What is expected
Your task is to find every line of the listing that includes "Benteng" and copy it.

┌─ Supplied entries

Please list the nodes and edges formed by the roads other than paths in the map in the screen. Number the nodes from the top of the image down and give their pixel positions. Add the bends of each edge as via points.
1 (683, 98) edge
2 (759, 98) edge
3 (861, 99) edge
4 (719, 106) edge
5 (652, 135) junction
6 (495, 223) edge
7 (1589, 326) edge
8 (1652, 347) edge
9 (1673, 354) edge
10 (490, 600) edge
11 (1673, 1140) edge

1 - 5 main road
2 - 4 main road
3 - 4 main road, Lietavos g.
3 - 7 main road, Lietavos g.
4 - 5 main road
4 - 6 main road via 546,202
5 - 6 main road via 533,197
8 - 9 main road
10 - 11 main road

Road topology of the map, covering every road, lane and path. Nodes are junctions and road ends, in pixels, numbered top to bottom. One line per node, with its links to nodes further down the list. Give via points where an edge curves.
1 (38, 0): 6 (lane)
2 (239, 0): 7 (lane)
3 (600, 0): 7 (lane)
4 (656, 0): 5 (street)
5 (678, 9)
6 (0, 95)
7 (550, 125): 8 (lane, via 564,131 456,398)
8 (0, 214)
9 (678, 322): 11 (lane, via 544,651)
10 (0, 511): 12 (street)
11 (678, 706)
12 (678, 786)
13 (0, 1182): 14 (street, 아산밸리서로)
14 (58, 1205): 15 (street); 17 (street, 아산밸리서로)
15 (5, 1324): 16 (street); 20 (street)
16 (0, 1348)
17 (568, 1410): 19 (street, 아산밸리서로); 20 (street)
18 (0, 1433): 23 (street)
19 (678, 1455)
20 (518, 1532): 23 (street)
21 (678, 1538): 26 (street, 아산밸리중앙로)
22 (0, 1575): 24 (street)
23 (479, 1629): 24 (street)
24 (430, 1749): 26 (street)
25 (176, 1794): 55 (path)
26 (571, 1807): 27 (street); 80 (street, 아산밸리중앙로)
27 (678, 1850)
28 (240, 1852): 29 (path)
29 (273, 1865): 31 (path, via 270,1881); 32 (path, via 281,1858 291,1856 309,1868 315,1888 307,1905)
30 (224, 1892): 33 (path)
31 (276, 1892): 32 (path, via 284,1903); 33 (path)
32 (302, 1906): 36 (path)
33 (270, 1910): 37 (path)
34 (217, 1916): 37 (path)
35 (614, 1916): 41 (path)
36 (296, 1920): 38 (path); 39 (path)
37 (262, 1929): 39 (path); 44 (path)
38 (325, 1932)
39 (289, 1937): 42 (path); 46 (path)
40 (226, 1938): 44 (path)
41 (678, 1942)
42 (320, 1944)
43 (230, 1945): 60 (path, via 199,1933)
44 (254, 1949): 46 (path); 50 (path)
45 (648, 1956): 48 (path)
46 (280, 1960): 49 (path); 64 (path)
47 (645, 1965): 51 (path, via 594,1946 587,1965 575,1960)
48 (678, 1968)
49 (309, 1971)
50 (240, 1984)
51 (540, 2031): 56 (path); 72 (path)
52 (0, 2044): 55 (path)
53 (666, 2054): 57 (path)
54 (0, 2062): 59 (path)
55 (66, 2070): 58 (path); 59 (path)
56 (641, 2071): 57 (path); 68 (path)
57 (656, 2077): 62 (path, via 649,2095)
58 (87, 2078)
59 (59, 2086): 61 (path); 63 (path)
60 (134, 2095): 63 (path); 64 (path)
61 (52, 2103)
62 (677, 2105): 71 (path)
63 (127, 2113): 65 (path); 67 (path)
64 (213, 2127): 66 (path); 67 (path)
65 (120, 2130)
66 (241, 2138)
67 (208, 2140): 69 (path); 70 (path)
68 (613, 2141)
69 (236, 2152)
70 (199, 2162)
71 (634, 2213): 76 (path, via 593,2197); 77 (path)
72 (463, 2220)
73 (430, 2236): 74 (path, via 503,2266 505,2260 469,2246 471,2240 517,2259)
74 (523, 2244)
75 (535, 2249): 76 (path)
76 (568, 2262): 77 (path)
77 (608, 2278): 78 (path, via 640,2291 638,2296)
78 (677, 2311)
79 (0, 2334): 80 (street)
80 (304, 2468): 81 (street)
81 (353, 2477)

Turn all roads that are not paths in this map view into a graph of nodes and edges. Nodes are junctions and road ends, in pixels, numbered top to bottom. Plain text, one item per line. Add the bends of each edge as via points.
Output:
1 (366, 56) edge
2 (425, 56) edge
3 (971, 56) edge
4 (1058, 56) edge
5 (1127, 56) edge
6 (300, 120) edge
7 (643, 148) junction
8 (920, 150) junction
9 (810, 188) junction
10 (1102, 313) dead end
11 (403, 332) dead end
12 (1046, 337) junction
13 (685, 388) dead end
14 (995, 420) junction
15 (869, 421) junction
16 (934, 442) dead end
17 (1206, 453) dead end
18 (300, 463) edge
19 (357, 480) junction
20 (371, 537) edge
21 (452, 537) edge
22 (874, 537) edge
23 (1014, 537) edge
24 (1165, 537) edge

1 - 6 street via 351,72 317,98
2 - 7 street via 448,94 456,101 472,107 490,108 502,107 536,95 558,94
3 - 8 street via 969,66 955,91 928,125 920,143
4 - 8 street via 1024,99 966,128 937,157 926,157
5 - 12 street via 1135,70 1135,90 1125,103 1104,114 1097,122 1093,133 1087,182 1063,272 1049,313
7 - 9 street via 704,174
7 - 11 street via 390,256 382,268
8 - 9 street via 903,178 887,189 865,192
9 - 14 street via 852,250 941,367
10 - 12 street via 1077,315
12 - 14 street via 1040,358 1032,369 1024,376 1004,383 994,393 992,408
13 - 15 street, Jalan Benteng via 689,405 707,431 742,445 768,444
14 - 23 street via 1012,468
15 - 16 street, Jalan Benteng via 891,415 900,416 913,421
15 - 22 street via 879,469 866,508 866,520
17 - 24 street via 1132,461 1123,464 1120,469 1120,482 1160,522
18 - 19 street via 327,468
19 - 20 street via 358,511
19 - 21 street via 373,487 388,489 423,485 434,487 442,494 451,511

└─

Solution
13 - 15 street, Jalan Benteng via 689,405 707,431 742,445 768,444
15 - 16 street, Jalan Benteng via 891,415 900,416 913,421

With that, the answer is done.